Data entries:
- Opening Delimiter -

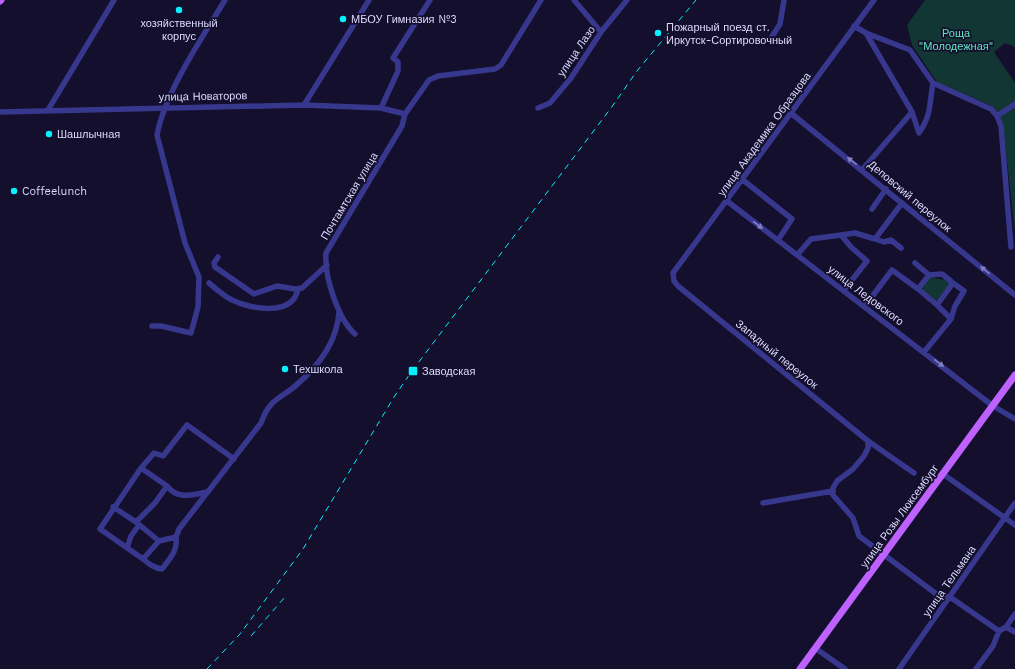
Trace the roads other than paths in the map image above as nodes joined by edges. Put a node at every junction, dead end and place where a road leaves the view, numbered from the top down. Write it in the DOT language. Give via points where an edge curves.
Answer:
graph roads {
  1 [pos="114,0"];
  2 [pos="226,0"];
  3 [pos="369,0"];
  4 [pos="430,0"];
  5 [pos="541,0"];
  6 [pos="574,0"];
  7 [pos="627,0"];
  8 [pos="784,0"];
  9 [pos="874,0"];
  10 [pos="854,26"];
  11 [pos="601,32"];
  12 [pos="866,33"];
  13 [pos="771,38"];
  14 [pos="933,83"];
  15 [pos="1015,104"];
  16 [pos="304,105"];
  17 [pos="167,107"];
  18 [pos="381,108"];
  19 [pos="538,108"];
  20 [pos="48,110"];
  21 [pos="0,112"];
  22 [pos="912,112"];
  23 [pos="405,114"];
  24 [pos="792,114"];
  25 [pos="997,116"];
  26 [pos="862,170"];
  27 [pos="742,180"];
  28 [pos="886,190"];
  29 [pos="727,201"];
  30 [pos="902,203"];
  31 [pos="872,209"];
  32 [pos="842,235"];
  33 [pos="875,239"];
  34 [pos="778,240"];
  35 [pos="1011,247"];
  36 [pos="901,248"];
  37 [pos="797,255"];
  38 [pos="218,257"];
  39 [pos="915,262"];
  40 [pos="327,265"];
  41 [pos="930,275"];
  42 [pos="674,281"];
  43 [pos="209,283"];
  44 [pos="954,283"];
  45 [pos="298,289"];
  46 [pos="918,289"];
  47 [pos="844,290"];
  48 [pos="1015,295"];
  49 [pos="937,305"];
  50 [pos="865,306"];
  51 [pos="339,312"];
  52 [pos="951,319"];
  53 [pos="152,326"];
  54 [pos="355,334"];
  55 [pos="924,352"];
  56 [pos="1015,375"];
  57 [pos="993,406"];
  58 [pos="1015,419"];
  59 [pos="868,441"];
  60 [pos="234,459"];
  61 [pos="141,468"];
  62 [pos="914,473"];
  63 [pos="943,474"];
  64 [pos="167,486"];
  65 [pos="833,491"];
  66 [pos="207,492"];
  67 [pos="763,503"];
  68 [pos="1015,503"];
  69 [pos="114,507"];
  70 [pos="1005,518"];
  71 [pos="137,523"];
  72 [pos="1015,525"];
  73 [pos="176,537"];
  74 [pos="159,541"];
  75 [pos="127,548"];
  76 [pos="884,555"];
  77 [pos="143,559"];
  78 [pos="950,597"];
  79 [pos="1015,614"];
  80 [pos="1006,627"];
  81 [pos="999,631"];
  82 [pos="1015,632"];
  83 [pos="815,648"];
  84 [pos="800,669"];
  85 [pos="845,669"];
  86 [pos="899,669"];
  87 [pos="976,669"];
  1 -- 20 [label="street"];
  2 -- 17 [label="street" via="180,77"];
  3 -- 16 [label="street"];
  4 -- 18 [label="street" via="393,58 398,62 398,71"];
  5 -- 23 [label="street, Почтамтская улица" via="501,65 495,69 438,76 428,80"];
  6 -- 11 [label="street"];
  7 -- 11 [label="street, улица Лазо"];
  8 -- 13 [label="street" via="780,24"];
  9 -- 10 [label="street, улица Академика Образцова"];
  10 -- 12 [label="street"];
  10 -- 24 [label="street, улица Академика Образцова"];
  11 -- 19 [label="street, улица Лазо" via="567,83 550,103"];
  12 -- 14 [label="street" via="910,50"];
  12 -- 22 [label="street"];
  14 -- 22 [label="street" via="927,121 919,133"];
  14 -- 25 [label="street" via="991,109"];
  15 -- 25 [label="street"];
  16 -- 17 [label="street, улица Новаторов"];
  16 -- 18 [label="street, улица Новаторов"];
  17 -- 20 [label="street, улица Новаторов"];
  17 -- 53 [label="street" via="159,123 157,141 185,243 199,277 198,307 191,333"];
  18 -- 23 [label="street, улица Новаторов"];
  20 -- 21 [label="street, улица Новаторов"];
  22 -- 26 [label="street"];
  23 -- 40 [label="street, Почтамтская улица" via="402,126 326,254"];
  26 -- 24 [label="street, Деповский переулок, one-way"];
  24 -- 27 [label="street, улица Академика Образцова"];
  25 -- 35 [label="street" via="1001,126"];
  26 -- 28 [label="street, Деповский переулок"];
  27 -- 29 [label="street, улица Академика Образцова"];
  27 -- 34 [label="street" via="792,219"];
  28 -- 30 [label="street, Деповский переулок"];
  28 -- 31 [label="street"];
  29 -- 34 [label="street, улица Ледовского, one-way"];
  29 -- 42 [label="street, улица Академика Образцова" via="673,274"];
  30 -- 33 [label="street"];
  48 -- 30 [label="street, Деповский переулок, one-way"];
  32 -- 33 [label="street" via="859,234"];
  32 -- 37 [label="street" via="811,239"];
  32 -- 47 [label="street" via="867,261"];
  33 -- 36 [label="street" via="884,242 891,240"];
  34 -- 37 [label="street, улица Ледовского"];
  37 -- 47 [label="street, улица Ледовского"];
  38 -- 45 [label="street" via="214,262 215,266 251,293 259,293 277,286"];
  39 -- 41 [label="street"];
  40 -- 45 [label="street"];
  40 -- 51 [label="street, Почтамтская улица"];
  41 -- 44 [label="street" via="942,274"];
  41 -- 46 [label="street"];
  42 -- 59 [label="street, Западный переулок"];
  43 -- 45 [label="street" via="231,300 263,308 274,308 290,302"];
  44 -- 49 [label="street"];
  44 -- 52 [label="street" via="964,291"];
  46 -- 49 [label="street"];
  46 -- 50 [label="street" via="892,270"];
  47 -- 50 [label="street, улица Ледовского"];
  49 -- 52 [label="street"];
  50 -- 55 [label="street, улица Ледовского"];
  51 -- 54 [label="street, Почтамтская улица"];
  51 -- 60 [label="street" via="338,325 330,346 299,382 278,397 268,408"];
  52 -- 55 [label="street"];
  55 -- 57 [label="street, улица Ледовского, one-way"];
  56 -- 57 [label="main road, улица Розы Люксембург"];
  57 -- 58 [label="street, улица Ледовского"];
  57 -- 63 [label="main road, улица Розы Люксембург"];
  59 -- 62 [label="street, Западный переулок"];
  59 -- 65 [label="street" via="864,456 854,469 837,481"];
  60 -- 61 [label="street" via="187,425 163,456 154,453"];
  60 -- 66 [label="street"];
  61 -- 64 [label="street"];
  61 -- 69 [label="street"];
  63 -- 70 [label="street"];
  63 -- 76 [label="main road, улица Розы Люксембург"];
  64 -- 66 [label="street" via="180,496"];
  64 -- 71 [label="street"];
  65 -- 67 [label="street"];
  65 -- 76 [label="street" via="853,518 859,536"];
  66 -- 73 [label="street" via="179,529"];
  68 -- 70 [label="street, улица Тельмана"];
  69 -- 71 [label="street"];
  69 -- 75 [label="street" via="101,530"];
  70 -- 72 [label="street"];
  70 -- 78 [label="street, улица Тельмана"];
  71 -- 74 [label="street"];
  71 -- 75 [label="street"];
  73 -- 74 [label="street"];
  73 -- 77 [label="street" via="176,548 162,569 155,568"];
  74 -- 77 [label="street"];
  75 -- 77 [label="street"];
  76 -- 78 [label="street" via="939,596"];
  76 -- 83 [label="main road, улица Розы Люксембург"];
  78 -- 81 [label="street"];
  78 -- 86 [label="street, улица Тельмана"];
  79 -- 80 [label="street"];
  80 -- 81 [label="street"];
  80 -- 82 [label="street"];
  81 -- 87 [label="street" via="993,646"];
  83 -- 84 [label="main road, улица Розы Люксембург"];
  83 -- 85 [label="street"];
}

- Closing Delimiter -
- Opening Delimiter -

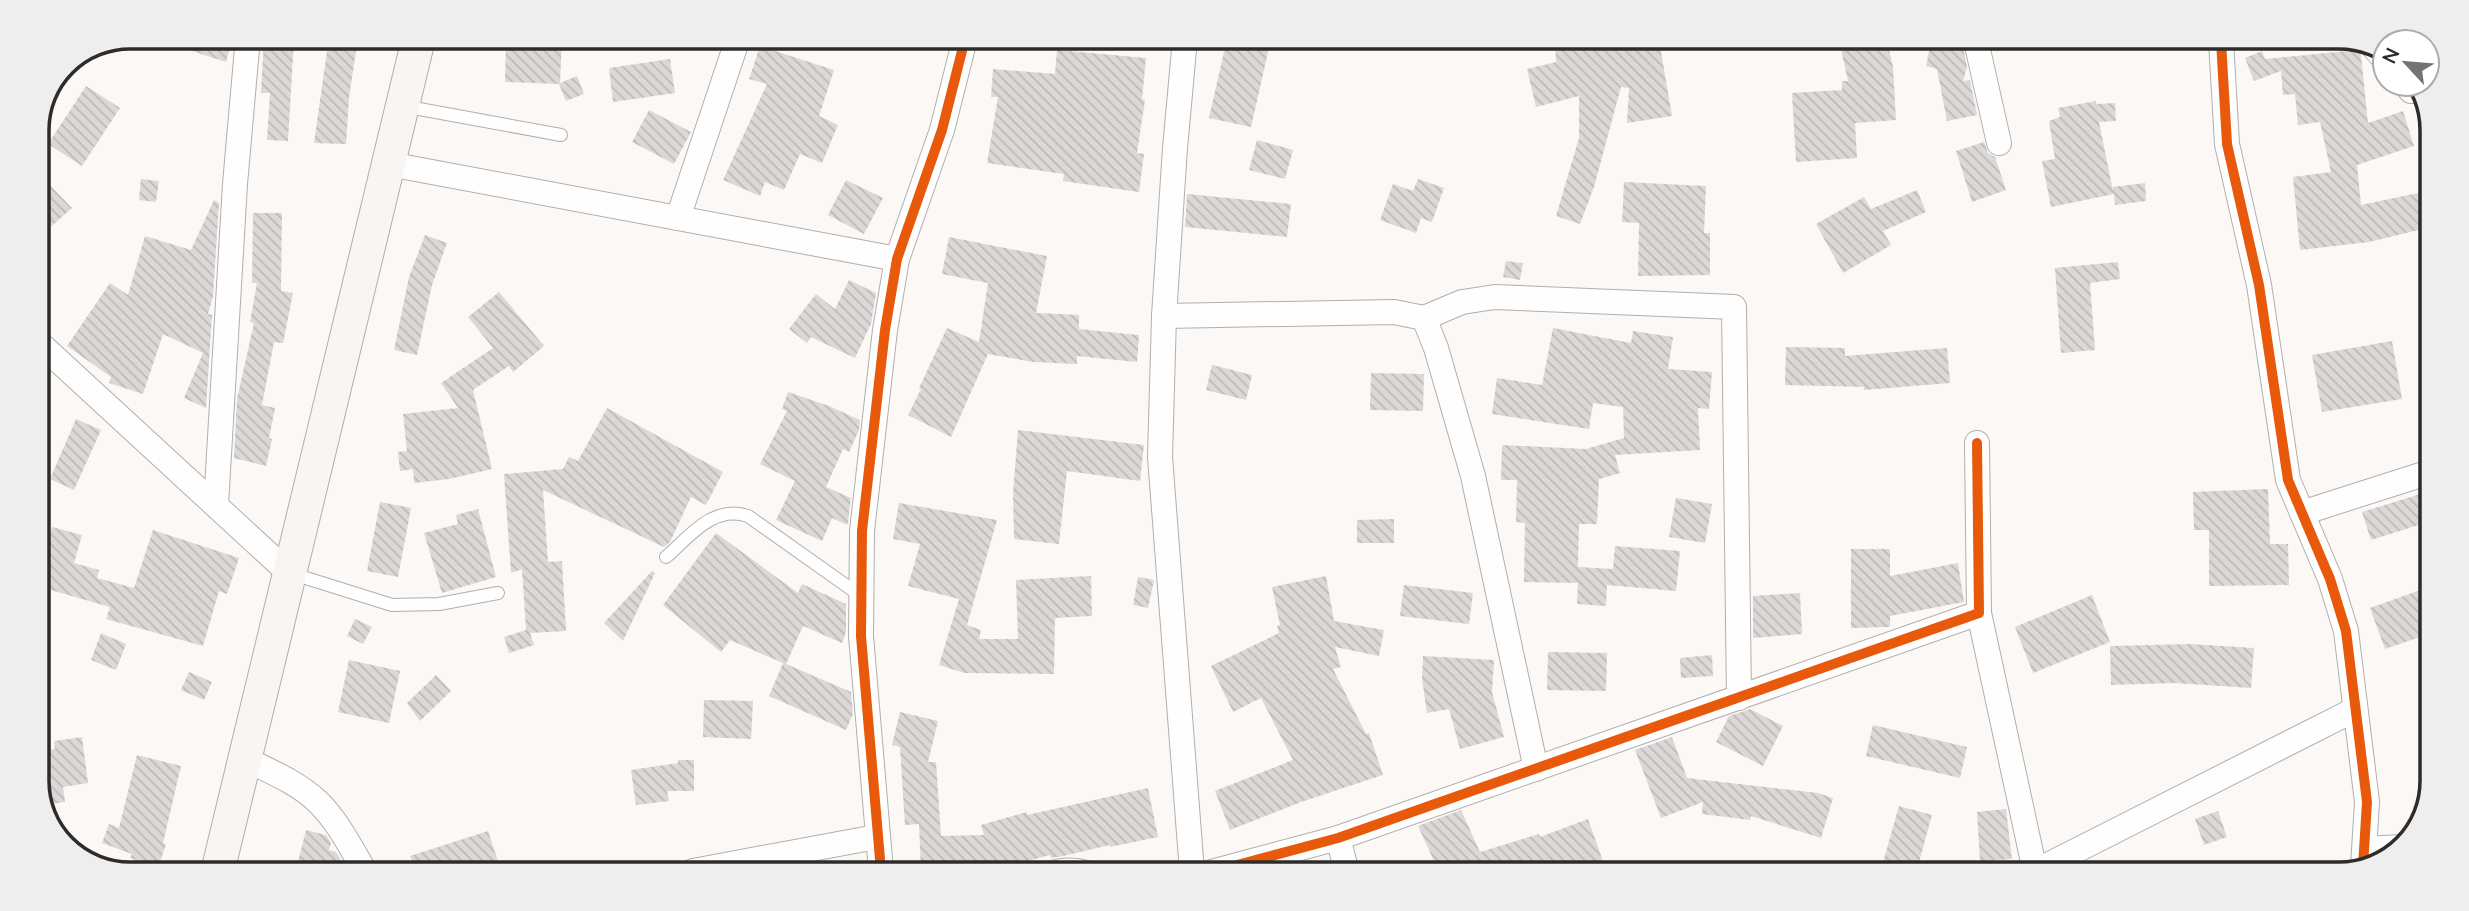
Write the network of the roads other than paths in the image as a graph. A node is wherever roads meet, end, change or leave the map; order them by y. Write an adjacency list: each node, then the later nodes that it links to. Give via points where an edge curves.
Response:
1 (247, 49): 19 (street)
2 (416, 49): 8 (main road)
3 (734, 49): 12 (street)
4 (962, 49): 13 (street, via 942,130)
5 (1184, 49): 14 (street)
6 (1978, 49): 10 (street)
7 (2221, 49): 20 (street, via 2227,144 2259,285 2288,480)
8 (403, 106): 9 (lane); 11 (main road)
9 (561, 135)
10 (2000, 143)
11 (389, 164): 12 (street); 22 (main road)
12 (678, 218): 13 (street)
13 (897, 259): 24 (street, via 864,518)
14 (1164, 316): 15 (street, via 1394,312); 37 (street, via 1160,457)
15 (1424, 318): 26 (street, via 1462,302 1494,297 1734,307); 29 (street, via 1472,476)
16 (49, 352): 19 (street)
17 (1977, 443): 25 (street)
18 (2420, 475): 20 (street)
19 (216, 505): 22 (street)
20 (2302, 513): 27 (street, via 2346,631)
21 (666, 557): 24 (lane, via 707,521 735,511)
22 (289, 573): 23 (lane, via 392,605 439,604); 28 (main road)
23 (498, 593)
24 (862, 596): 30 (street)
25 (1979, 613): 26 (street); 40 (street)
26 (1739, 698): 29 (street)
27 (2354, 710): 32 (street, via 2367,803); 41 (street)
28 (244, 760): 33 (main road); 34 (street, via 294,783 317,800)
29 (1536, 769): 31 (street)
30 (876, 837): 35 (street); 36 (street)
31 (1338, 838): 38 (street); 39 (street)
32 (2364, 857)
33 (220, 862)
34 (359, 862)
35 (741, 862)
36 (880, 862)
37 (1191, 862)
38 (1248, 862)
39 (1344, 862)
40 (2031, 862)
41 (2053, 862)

- Closing Delimiter -

What you need to do | In the records above, which lines hold the string "Give"? Copy each one.

Answer for this exercise |
Trace the roads other than paths in the map image above as nodes joined by edges. Put a node at every junction, dead end and place where a road leaves the view, numbered from the top down. Write it in the DOT language. Give via points where an edge curves.
Write the network of the roads other than paths in the image as a graph. A node is wherever roads meet, end, change or leave the map; order them by y. Write an adjacency list: each node, then the later nodes that it links to. Give via points where an edge curves.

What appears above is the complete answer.